07 Dec, 2023, Daemoen wrote in the 3rd comment:
Votes: 0
Here's another way you could do it…
Add an entry to each area that defines a 'weather region'. Have a struct that takes all of the regions, and maps those to a real place…. like if you have a frigid wasteland, you could grab somewhere in Russia/Canada/Alaska or the northern/southern hemispheres. You could do a lookup against a weather service for the regions and simulate the weather based on the predictive forecast engines… would be one way of making it pretty dynamic…
04 Jan, Skol wrote in the 4th comment:
Votes: 0
Hey Davion!
I love the concept, I've actually used AI to write for me heh. Both code (mostly tables) and descriptions of rooms/mobs etc.
Been great, not sure I'd want to go full 'T1000 at the helm' heh.
Great thought though (rolling back to weather).
Have sector vs sector day/night/weather etc as people come into/leave rooms.
City to inside (no door): Skol walks/skids (non/hasted) into the room dripping from the rainstorm outside.

Could be a great way to approach it with variables put in.

Have you seen KaVir? I haven't talked to him in ages, and actually was looking for him lol!
I'm trying to see if he made a base Mudlet GUI (I'd seen his great work in Mushclient, saw his blog but no download for Mudlet).
04 Jan, Skol wrote in the 5th comment:
Votes: 0
Daemoen said:
Here's another way you could do it…
Add an entry to each area that defines a 'weather region'. Have a struct that takes all of the regions, and maps those to a real place…. like if you have a frigid wasteland, you could grab somewhere in Russia/Canada/Alaska or the northern/southern hemispheres. You could do a lookup against a weather service for the regions and simulate the weather based on the predictive forecast engines… would be one way of making it pretty dynamic…
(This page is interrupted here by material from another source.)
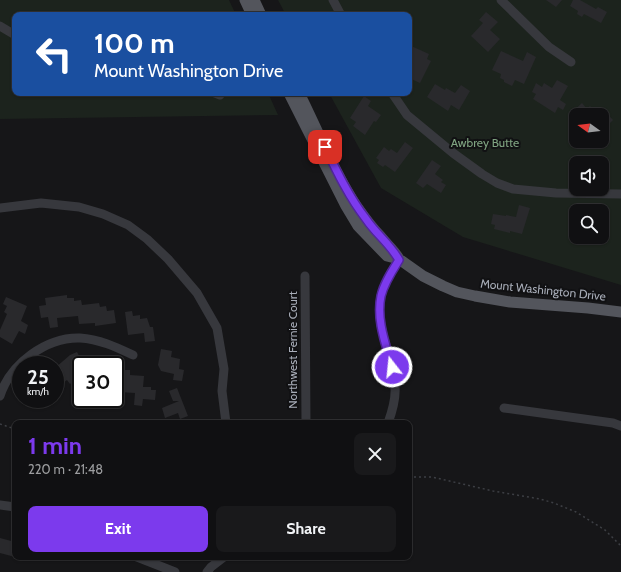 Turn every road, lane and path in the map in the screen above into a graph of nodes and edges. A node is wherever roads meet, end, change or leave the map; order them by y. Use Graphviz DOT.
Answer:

Sick thought, I've been leaning that way too!
We already have regions in, as well as 'room types' desert, tundra/icefields, forests etc.
We have 3 moons, and I'm thinking about trying to figure out tides (rofl, the authors didn't even address that in DragonLance).
Love the thought man, thanks!
22 Apr, Nathan wrote in the 6th comment:
Votes: 0
There's really no need to rely on real world data when you can just model a world of whatever sort you like. Just have weather that materializes or dissipate and travel in some fashion from one place to another.